The Quality Seminars have changed their name and purpose since their inception in 1992.  At first it was an opportunity for laboratory accreditation bodies and proficiency testing bodies that got together and discuss common interests.  When the accreditation bodies dropped out the proficiency testing groups continued on and we could chat about interesting PT issues.  Over time the focus started to move again more in the direction of standards development, and then finally very much into the areas of individual interest, such as international activities, education, and finally a whole slew of Quality oriented topics, that impacted mainly microbiology laboratories, but eventually the broader topics or error and culture and continual improvement. 
The Quality Seminar has always been seen as separate from the main meeting.  At the beginning it was an event that people could attend on the day after the conference was over, especially if they had a late flight on the next day.  Then it became one of the day-before events so that people would have something to do when they got to town a day early.  Both of these times worked out well because it was not competing with the chaos of the full meeting, and gave us lots of time as opposed to being limited to a slot of 45 to 90 minutes.  While others were being shoehorned in, we always had at least 4 hours to fill, enough for at least 4-5 speakers and discussion and coffee breaks.

The audience was always a select special group.  Even in the arena of laboratory and clinical medicine, the audience for Quality issues has never been huge.  But it was a faithful group and every year, pretty much we could fill a small or intermediate sized room for the whole session. 

Of interest, as the conference expanded, other groups began to see the day-before block as a desirable time slot and we found ourselves competing with other groups during our afternoon block, probably to the disadvantage of both.  The people having the competing time meeting locked up all access to the physicians-in-training (aka Residents), a group of people that prior to this change would benefit from being at the Quality Seminar and being exposed to a topic for which their routine training was (and still is) somewhere between inadequate and absent.  And we would have enjoyed having the Residents with us, because it would have increased the group size and expanded the group discussion.  But it just was not to be.  

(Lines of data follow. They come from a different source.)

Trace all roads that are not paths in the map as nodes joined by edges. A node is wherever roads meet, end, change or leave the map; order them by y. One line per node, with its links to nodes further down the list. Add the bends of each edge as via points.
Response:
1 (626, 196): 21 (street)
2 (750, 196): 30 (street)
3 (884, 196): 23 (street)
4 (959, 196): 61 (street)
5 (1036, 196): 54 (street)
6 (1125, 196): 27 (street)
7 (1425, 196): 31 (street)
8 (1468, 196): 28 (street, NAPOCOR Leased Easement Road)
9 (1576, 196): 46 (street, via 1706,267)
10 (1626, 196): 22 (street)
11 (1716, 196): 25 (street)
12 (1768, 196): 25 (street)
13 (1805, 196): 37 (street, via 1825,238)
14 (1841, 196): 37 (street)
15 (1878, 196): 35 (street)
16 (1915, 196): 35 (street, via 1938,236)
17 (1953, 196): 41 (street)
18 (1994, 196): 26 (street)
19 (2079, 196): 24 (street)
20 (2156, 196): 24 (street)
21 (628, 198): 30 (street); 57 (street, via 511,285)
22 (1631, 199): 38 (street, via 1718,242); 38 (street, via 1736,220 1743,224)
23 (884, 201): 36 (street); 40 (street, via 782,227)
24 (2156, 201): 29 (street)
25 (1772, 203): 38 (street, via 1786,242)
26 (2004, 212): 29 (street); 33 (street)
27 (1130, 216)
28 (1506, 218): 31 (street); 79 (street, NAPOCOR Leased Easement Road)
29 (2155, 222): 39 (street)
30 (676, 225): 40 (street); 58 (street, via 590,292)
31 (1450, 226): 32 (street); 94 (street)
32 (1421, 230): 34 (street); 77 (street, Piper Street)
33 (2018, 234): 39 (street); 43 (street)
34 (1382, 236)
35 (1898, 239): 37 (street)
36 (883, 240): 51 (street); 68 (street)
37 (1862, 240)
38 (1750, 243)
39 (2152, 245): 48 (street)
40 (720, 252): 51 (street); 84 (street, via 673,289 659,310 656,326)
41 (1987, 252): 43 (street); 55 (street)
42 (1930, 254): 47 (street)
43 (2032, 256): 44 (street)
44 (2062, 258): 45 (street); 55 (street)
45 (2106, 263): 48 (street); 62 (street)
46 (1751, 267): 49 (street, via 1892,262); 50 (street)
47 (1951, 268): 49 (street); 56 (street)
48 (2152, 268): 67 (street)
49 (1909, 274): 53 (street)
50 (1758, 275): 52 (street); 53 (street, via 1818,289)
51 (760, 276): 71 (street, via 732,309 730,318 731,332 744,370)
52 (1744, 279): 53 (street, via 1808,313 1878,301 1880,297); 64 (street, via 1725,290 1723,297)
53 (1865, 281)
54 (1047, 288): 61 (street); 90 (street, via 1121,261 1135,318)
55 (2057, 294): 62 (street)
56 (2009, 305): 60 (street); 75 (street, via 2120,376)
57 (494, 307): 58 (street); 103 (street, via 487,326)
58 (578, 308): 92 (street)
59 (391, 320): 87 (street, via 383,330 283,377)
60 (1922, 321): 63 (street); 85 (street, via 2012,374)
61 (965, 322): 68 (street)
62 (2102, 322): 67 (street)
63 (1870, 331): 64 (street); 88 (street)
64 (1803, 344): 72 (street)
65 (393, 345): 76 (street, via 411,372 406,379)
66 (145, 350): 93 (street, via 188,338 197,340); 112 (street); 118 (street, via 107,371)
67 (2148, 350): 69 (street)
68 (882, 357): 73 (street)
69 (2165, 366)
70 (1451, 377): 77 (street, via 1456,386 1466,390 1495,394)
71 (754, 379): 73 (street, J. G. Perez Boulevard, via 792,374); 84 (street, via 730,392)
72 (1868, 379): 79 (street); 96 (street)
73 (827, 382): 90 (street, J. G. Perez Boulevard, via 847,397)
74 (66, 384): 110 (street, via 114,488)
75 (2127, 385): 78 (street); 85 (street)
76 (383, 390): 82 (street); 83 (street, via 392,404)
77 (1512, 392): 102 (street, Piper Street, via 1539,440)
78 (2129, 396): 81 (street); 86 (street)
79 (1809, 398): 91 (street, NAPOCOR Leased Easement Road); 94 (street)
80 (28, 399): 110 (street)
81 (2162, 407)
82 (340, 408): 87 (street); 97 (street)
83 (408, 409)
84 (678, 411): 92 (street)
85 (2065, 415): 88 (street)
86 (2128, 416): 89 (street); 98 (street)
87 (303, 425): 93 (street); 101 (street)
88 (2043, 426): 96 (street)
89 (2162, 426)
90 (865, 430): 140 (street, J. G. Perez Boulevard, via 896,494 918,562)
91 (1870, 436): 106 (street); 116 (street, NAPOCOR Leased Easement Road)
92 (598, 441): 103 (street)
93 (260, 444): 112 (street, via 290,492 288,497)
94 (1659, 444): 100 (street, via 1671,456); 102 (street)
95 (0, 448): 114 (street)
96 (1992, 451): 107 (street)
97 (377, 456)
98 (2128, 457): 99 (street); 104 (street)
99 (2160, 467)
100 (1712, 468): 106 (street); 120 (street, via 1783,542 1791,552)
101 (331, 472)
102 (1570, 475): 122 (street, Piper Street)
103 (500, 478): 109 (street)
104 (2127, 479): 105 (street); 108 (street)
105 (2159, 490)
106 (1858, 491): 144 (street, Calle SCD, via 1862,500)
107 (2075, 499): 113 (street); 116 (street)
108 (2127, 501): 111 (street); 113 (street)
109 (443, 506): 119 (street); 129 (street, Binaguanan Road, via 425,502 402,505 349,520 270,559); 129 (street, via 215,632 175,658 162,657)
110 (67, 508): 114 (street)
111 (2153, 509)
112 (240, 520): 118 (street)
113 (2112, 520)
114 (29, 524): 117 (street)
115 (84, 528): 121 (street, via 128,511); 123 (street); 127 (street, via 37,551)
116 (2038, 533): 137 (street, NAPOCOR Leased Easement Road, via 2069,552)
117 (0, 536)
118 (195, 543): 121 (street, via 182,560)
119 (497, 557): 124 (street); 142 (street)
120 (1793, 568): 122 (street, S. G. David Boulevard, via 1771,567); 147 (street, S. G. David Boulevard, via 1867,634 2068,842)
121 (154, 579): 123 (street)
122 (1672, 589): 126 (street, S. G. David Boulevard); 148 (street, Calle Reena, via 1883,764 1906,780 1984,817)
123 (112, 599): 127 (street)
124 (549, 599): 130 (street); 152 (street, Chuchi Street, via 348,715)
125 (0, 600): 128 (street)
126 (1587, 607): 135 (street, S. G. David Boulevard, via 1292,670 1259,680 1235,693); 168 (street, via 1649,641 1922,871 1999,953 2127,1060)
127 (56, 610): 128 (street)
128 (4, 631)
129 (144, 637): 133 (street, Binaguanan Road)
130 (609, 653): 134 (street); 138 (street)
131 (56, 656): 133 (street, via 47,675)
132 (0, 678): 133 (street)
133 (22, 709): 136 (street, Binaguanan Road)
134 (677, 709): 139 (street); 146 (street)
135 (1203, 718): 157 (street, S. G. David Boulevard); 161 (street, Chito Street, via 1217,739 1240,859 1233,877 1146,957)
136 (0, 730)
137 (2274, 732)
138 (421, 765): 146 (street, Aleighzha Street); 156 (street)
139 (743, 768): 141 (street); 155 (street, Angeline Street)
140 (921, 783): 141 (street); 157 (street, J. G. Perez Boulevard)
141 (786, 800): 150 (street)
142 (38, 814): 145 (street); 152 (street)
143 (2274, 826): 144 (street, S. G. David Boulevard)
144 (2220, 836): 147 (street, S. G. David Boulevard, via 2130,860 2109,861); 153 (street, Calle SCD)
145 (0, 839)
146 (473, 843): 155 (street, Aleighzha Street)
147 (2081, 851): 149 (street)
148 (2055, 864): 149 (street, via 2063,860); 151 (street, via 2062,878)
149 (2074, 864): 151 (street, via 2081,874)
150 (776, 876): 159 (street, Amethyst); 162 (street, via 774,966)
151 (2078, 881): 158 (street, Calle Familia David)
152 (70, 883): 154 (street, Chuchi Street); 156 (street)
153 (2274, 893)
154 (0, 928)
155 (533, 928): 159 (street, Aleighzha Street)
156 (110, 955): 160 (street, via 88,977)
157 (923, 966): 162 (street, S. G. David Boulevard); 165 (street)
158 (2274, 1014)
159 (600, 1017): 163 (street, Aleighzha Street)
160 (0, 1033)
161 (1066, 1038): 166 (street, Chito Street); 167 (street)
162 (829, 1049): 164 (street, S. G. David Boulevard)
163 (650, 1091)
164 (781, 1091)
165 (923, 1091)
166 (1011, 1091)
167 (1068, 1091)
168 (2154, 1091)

So now after 22 years, I think it is time for me to call it quits.  I have kind of run the gambit of topics and I am not sure I see the value to me in continuing on.  That does not mean that Quality Seminar will end, indeed I hope that is not the case; it just means that someone else will need to take on the responsibility to organize it and lead it and keep it afloat and move it towards its next iteration. 

For those interested, the presentations from the meeting will be on-line at www.POLQM.ca under the title AMMI-Canada CACMID 2014.